#### [EXERCISE BRIEF]
An exact transcription of each entry below is required, without any pictures.
*** DATA SUPPLIED ***
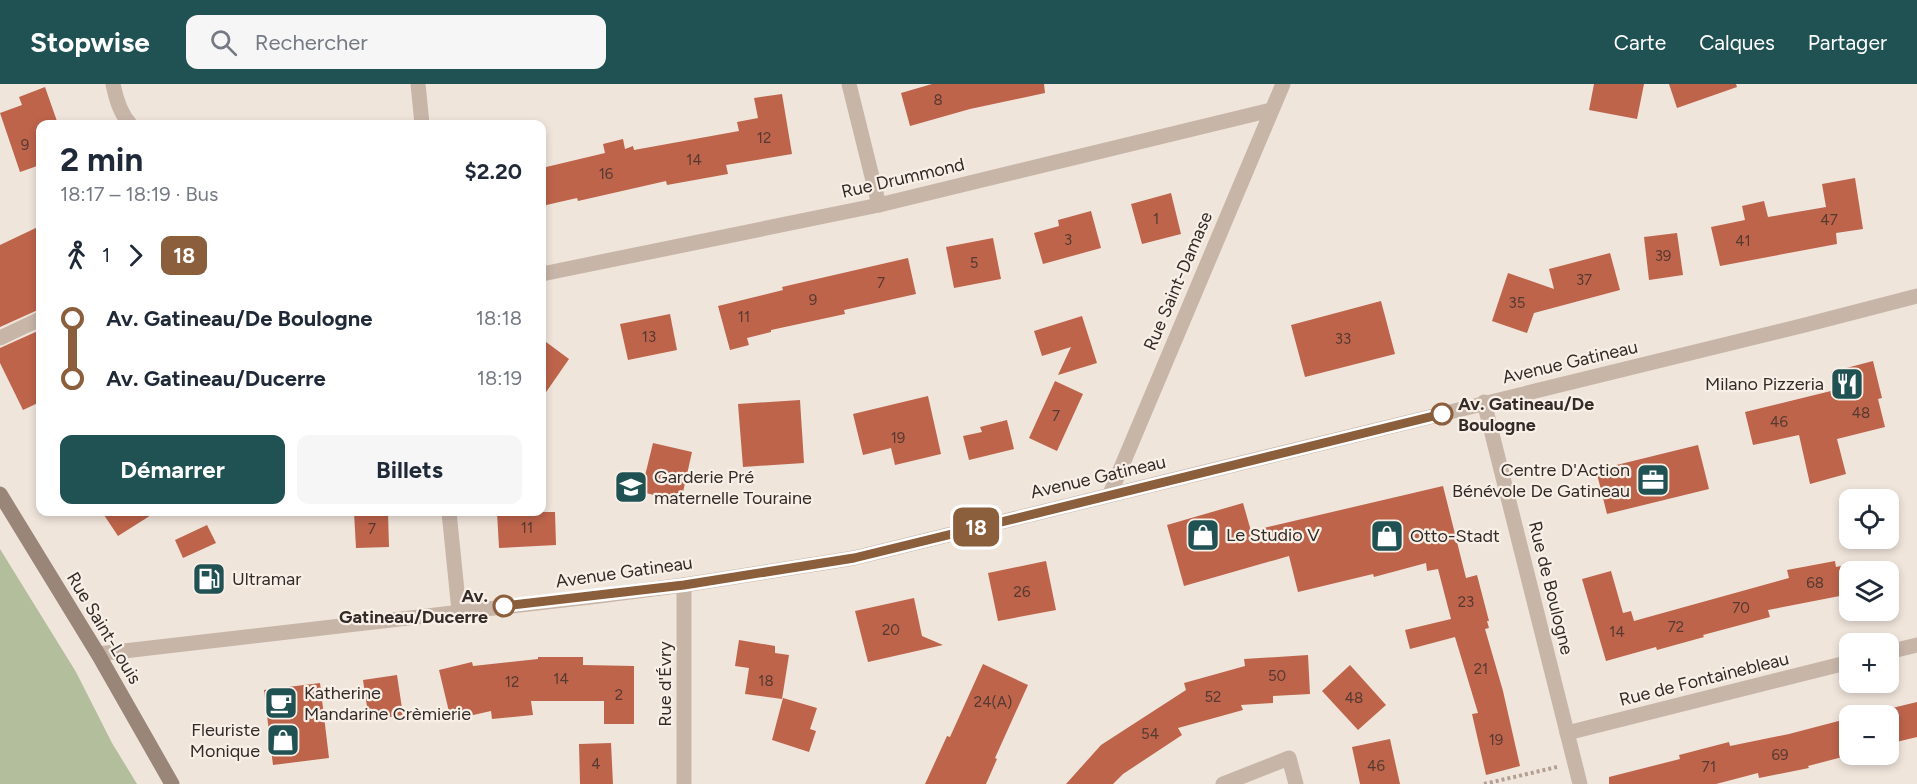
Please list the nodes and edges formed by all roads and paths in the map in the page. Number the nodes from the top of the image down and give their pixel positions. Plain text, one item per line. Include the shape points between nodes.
1 (113, 84) edge
2 (418, 84) edge
3 (849, 84) edge
4 (1283, 84) edge
5 (1271, 110) junction
6 (126, 120) edge
7 (422, 120) edge
8 (879, 204) junction
9 (546, 273) edge
10 (1917, 296) edge
11 (36, 321) edge
12 (0, 339) edge
13 (1484, 402) junction
14 (0, 494) edge
15 (1110, 494) junction
16 (449, 516) edge
17 (684, 585) junction
18 (459, 611) junction
19 (1917, 645) edge
20 (1899, 649) edge
21 (98, 654) junction
22 (1839, 665) edge
23 (1567, 733) junction
24 (1575, 763) junction
25 (172, 784) edge
26 (684, 784) edge
27 (1223, 784) edge
28 (1296, 784) edge
29 (1484, 784) edge
30 (1580, 784) edge

1 - 6 street
2 - 7 street
3 - 8 street
4 - 5 street, Rue Saint-Damase
5 - 8 street, Rue Drummond
5 - 15 street, Rue Saint-Damase
8 - 9 street, Rue Drummond
10 - 13 street, Avenue Gatineau
11 - 12 street
13 - 15 street, Avenue Gatineau
13 - 23 street, Rue de Boulogne
14 - 21 main road, Rue Saint-Louis
15 - 17 street, Avenue Gatineau via 854,558
16 - 18 street
17 - 18 street, Avenue Gatineau
17 - 26 street, Rue d'Évry
18 - 21 street, Avenue Gatineau
19 - 20 street
21 - 25 main road, Rue Saint-Louis
22 - 23 street, Rue de Fontainebleau
23 - 24 street, Rue de Boulogne
24 - 29 path
24 - 30 street, Rue de Boulogne
27 - 28 street via 1289,758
***
#### [RESPONSE AREA]
Please list the nodes and edges formed by all roads and paths in the map in the page. Number the nodes from the top of the image down and give their pixel positions. Plain text, one item per line. Include the shape points between nodes.
1 (113, 84) edge
2 (418, 84) edge
3 (849, 84) edge
4 (1283, 84) edge
5 (1271, 110) junction
6 (126, 120) edge
7 (422, 120) edge
8 (879, 204) junction
9 (546, 273) edge
10 (1917, 296) edge
11 (36, 321) edge
12 (0, 339) edge
13 (1484, 402) junction
14 (0, 494) edge
15 (1110, 494) junction
16 (449, 516) edge
17 (684, 585) junction
18 (459, 611) junction
19 (1917, 645) edge
20 (1899, 649) edge
21 (98, 654) junction
22 (1839, 665) edge
23 (1567, 733) junction
24 (1575, 763) junction
25 (172, 784) edge
26 (684, 784) edge
27 (1223, 784) edge
28 (1296, 784) edge
29 (1484, 784) edge
30 (1580, 784) edge

1 - 6 street
2 - 7 street
3 - 8 street
4 - 5 street, Rue Saint-Damase
5 - 8 street, Rue Drummond
5 - 15 street, Rue Saint-Damase
8 - 9 street, Rue Drummond
10 - 13 street, Avenue Gatineau
11 - 12 street
13 - 15 street, Avenue Gatineau
13 - 23 street, Rue de Boulogne
14 - 21 main road, Rue Saint-Louis
15 - 17 street, Avenue Gatineau via 854,558
16 - 18 street
17 - 18 street, Avenue Gatineau
17 - 26 street, Rue d'Évry
18 - 21 street, Avenue Gatineau
19 - 20 street
21 - 25 main road, Rue Saint-Louis
22 - 23 street, Rue de Fontainebleau
23 - 24 street, Rue de Boulogne
24 - 29 path
24 - 30 street, Rue de Boulogne
27 - 28 street via 1289,758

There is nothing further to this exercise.